© 2017, crée par Chantale Coulombe

AVEC OU SANS HUILE ?

Symboles de bénédiction, de sagesse, de force, de douceur, d’abondance, de fidélité, de victoire, de paix, d’espérance, de réconciliation, l’olivier, l’olive, et l’huile d’olive obtenue mécaniquement par broyage et pressage des fruits – l’huile d’olive vierge, pur jus du fruit, strictement naturelle --  font partie du paysage méditerranéen, de la culture méditerranéenne, et du régime méditerranéen depuis des millénaires avec d’heureux résultats sur la santé.

 

En 1961, les huiles polyinsaturées hydrogénées apparaissaient dans le paysage alimentaire occidental alors que l’American Heart Association dénonçait les gras saturés – notamment le beurre -- et leurs effets nocifs sur le cœur.
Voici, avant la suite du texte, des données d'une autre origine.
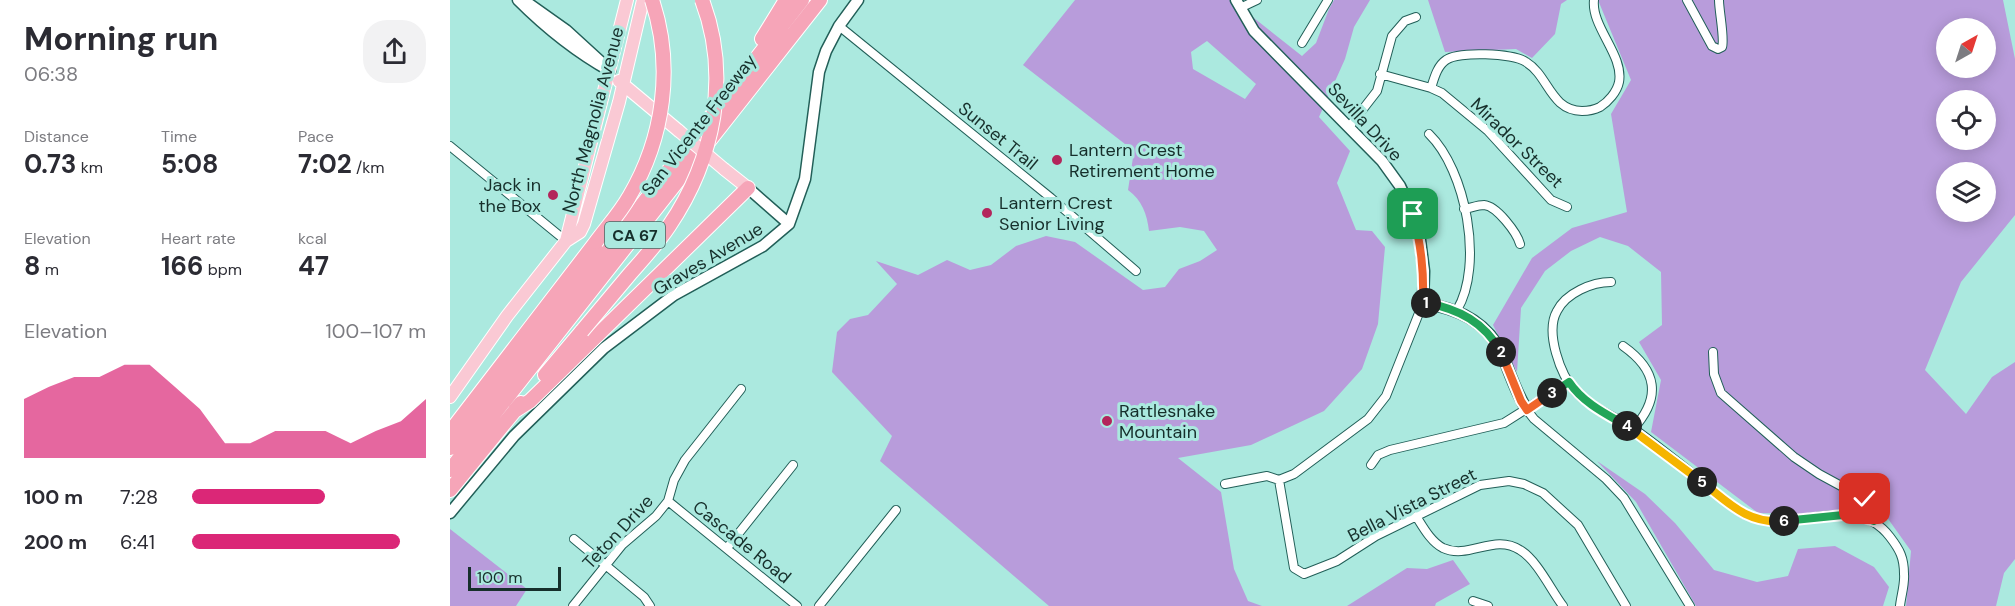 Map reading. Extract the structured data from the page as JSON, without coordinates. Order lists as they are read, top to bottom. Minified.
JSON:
{"streets":{"highway":["San Vicente Freeway","CA 67"],"main road":["North Magnolia Avenue"],"street":["Sevilla Drive","Sunset Trail","Mirador Street","Graves Avenue","Bella Vista Street","Teton Drive","Cascade Road"]},"crossings":[["Sevilla Drive","Bella Vista Street"],["Sunset Trail","Graves Avenue"],["Teton Drive","Cascade Road"]],"places":["Lantern Crest Retirement Home","Jack in the Box","Lantern Crest Senior Living","Rattlesnake Mountain"],"scale_bar":"100 m","north":"top right","page":{"heading":["Morning run","06:38"],"stats":[["Distance","0.73 km"],["Time","5:08"],["Pace","7:02 /km"],["Elevation","8 m"],["Heart rate","166 bpm"],["kcal","47"]],"pins":["1","2","3","4","5","6"],"chart":["Elevation","100–107 m"],"list":[{"name":"100 m","note":"7:28"},{"name":"200 m","note":"6:41"}],"scale":"100 m"}}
Pour répondre aux besoins de l’industrie alimentaire, ces huiles végétales polyinsaturées furent hydrogénées, question de les rendre suffisamment dures pour permettre la fabrication de margarine et de gras de cuisson. En fait l’hydrogénation a produit des nouveaux gras, des gras trans, que Friedman, dès 1965, dénonçait fortement. Ces gras, démontrait-il, sont de forts producteurs de radicaux libres qui produisent une hypoxie au cours de laquelle le sang s’épaissit, ralentit, s’agglutine et entrave le transport de l’oxygène, et cela tout autant que les gras saturés. Ces nouveaux gras1 élèvent également les taux de triglycérides dans le sang, mais plus longtemps que les gras saturés, et entraînent une forte carence en vitamine E. 

 

 

En 2008, New York bannissait de ses 24 000 restaurants les gras trans, et la FDA s’engageait à les bannir de l’industrie alimentaire en 2018. Pourquoi ? Les études qui prouvent que ces gras sont causes de lithiase biliaire, qu’ils sont de puissants stimulateurs de la croissance des tumeurs  -- et particulièrement de celles qui se développent sur les organes hormono-dépendants (seins, ovaires, utérus, testicules, prostate) – qu’ils accélèrent  le vieillissement, ne peuvent plus être gardées sous silence.  Ces études affirment aussi que ces gras industriels -- abondamment distribués dans les produits alimentaires industriels comme les craquelins, les croustilles, les gâteaux, biscuits, pains, grignotines, pâtes à pizza, etc., utilisés comme conservateurs, agents de texture, et désodorisants d’huiles de poissons – sont une cause sérieuse de la montée en flèche des cancers de la peau2. (Les premières études mettant en garde contre ce fléau datent de 1940, 1942, 1945.)

 

La science médicale reconnaît à la consommation de gras trans (ceux-ci se développant aussi au cours du chauffage excessif des huiles végétales et lors des fritures) des conséquences cardiovasculaires, métaboliques (diabète, syndrome métabolique), en cancérologie, sur la reproduction (faible spermatogenès, petit poids du bébé à la naissance et circonférence de tête plus petite), et en psychiatrie (ils augmentent le risque de dépression).

 

C’est sur cette toile de fond que certains médecins bannissent totalement toute huile d’une alimentation qui se veut curative de ces maladies non transmissibles, aussi dites maladies de l’opulence, ci-haut mentionnées. Mais une cure n’est pas un régime de vie. Une cure reste transitoire, et une fois les bons résultats obtenus, elle doit déboucher sur un style de vie quotidien. Dans le cadre d’un régime à base d’aliments végétaux non transformés, l’huile d’olive est un produit alimentaire sain. (Notons que le lait, les fromages et autres produits dérivés du lait, et les viandes de ruminants sont aussi une source de gras trans.) L’huile d’olive, utilisée simplement, sans la faire chauffer au-delà de 180◦C, grâce à sa richesse en antioxydants, ses vertus anti-inflammatoires, et ses lipides indispensables pour la cellule nerveuse, et son bon goût, vous procurera de multiples bienfaits. La médecine reconnaît également que l’huile d’olive est laxative, qu’elle est excellente pour les estomacs irrités, bonne dans les maladies des reins. Vous découvrirez que les symboles rattachés à cette huile traditionnelle et millénaire sont réels. Je vous les souhaite tous.

 

©2017 Danièle Starenkyj 

1. Starenkyj D., LE MAL DU GRAS, Orion, 2010.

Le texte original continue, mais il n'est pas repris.